ひとりご機嫌な様子でインスタント食品にお湯を注ぐおじさんを想像すると、ちょっと笑えてくる。
「そう。……じゃあ、すぐに夕飯作るわ」
「お前たちも疲れているだろう。少し休んでからでいい」
おじさんはやんわりとそう言った。
「わかった」
蓮見先輩は父親の気遣いに小さく笑ってから、二階への階段を上がりはじめた。僕も後に続く。
その階段の途中。
「あ、そうだ」
何か思い出したのか、蓮見先輩が急に足を止めた。だが、まさかこんなところで立ち止まるとは思わず、
「え……うわっぷ」
「ふぁっ!?」
対応し切れなかった僕は、目の前にあった蓮見先輩のお尻に顔をぶつけてしまったのだった。蓮見先輩の口から悲鳴が上がる。
「し、静流!?」
声が裏返っている。
「あ、あんたねぇ!」
「いや、蓮見先輩が急に止まるから……」
尻を手でおさえながら振り返った彼女は、真っ赤な顔に羞恥と怒りが綯い交ぜになった形相を浮かべていて――僕は言い訳を口にしながらたじろぐ。
「どうした? 何かあったのか?」
下からおじさんの声。幸いここからでは死角になっていて、互いの姿は見えない。
「う、ううん。何でもない」
蓮見先輩は返事をする。
「ん!」
そうしてから眉間に皺を寄せたまま、顎で二階を指し示した。口答えをするとはいい度胸だ。まずは上に行け。そこでゆっくり話を聞いてやる、といったところか。
ふたり連なって二階へ上がる。
「本当、すみません」
「こっちも悪かったわ。あんなところで止まって」
廊下で僕が素直に謝れば、蓮見先輩も反省の言葉を口にした。ここまで移動する一分足らずの間に、お互い冷静になったのだ。
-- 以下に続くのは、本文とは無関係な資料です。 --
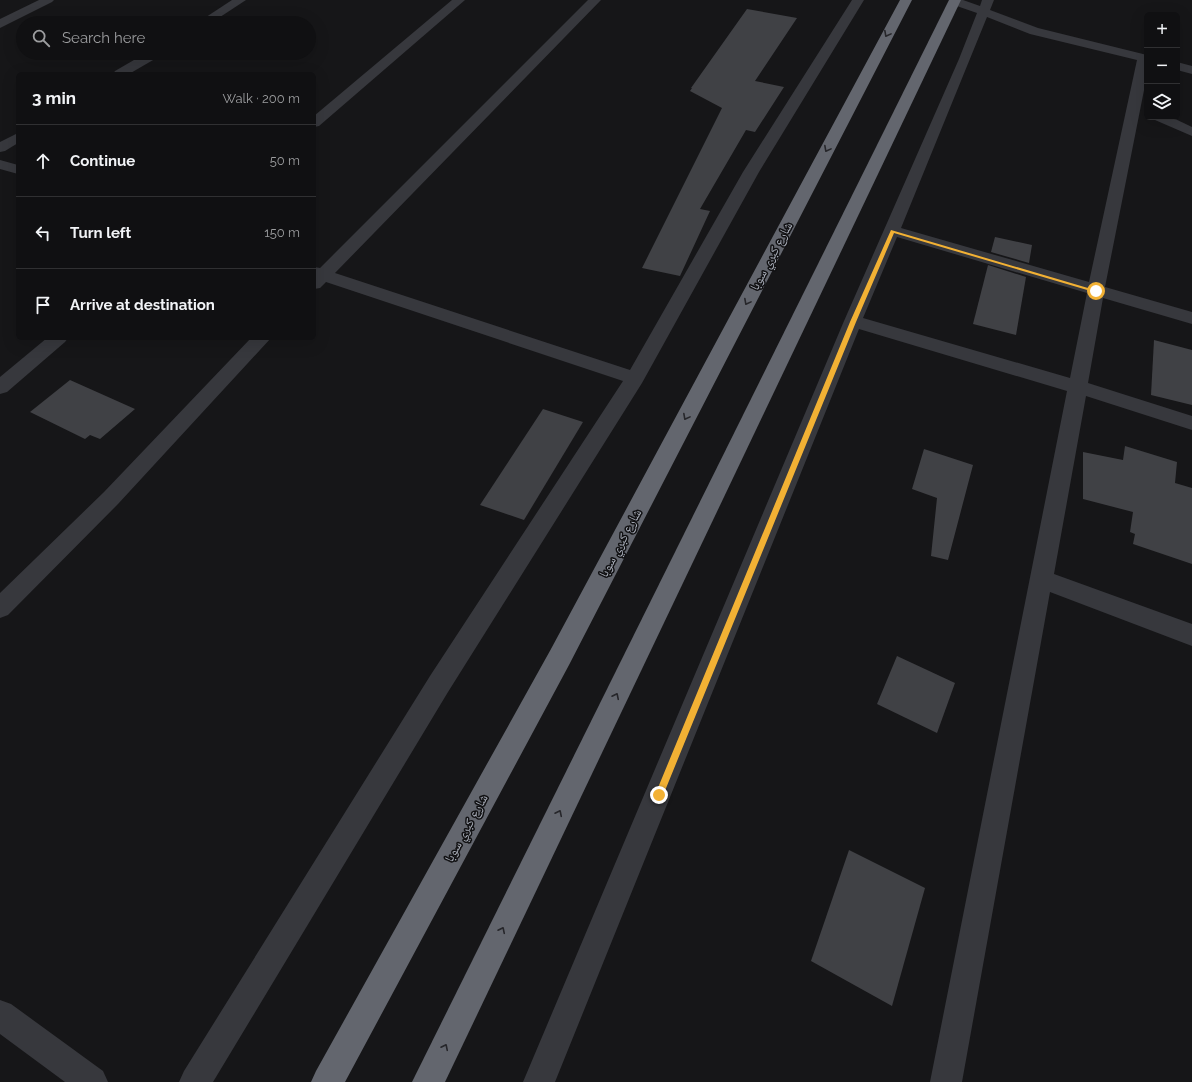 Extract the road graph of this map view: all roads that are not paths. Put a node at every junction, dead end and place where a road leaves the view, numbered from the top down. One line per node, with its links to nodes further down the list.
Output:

ひとまず不幸な事故として処理される。
「で、何か僕に言うことがあったのでは?」
「ああ、そうだったわ」
蓮見先輩は頭を掻きながら、どこか居心地が悪そうな調子で答える。
「今日で静流と壬生さんのことはよくわかった。たぶん静流にとって壬生さんは特別なんでしょうね」
「……」
どうだろうか。あまり深く考えたことはない。あの人とはただの先輩後輩で――そして、僕たちの間に恋愛感情はない。でも、恋愛感情もなく一緒にいる男女というのは逆に特殊なのかもしれない。
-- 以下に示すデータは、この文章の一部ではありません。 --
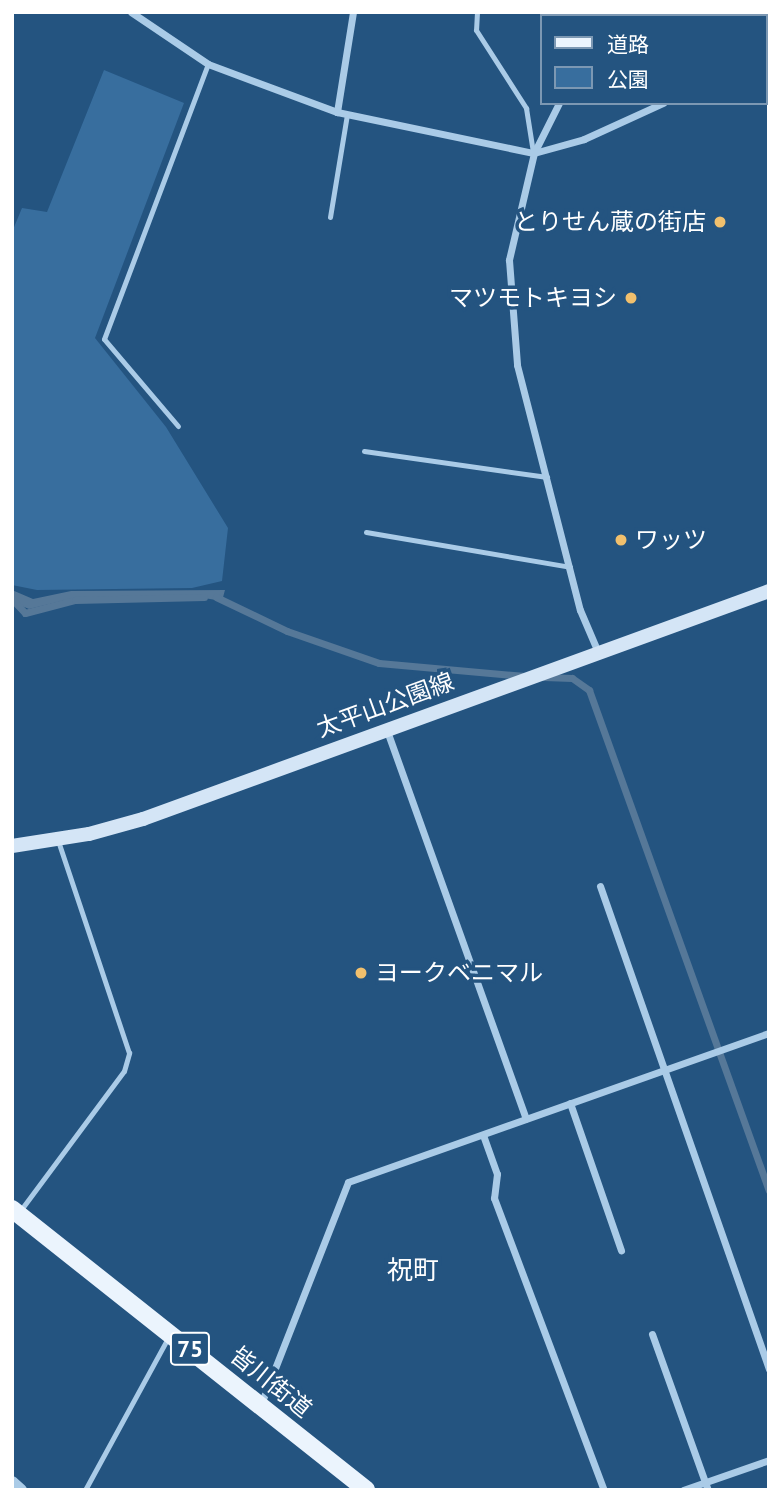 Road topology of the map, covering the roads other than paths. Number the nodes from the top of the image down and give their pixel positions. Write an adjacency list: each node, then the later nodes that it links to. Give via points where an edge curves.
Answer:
1 (131, 12): 4 (street)
2 (353, 12): 7 (street)
3 (477, 12): 9 (lane, via 477,30 526,108)
4 (208, 64): 7 (street); 11 (lane, via 104,339)
5 (558, 105): 9 (street)
6 (659, 105): 9 (street, via 584,139)
7 (337, 112): 8 (street)
8 (347, 114): 9 (street); 10 (lane)
9 (534, 153): 13 (street, via 509,260 517,365)
10 (330, 217)
11 (178, 426)
12 (364, 451): 13 (lane)
13 (547, 477): 15 (street)
14 (366, 532): 15 (lane)
15 (570, 566): 17 (street, via 580,610)
16 (769, 591): 17 (main road, 太平山公園線)
17 (598, 652): 18 (main road, 太平山公園線)
18 (386, 728): 19 (main road, 太平山公園線, via 143,819); 25 (street)
19 (57, 840): 20 (main road, 太平山公園線); 27 (lane, via 129,1052 124,1071)
20 (12, 846)
21 (600, 886): 23 (street)
22 (769, 1033): 23 (street)
23 (664, 1069): 24 (street); 31 (street)
24 (570, 1103): 25 (street); 28 (street)
25 (526, 1119): 26 (street)
26 (483, 1135): 32 (street, via 348,1182); 39 (street, via 497,1174 494,1198)
27 (15, 1211): 29 (main road, 皆川街道 / 75)
28 (621, 1250)
29 (170, 1334): 32 (main road, 皆川街道 / 75); 37 (lane)
30 (652, 1334): 35 (street)
31 (769, 1369)
32 (261, 1404): 38 (main road, 皆川街道 / 75)
33 (769, 1460): 35 (street)
34 (12, 1482): 36 (street)
35 (707, 1486): 40 (street)
36 (22, 1490)
37 (85, 1490)
38 (366, 1490)
39 (604, 1490)
40 (683, 1490)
「でも、あんたの彼女は瀧浪さんよ? そこ、忘れないようにね」
「わかってますよ」
僕がそう言い返せば、蓮見先輩はかすかに笑う。
「それもそっか。あんた真面目そうだものね」
そうして彼女は自室のドアの向こうに消えていった。
今回、瀧浪先輩が現れたことで普段の僕と奏多先輩を見せるという目的が急遽設定された。もしかしたらそもそも奏多先輩がわざわざ僕を借りると瀧浪先輩に断ったことも、彼女を引っ張り出す意図があったのかもしれない。そこまでではなくとも、こそこそ内緒で出かけるような仲ではないと示したかったのだろう。
今日は僕と奏多先輩の平均的な休日だった。
さて、瀧浪泪華の目にはどう映っただろうか……。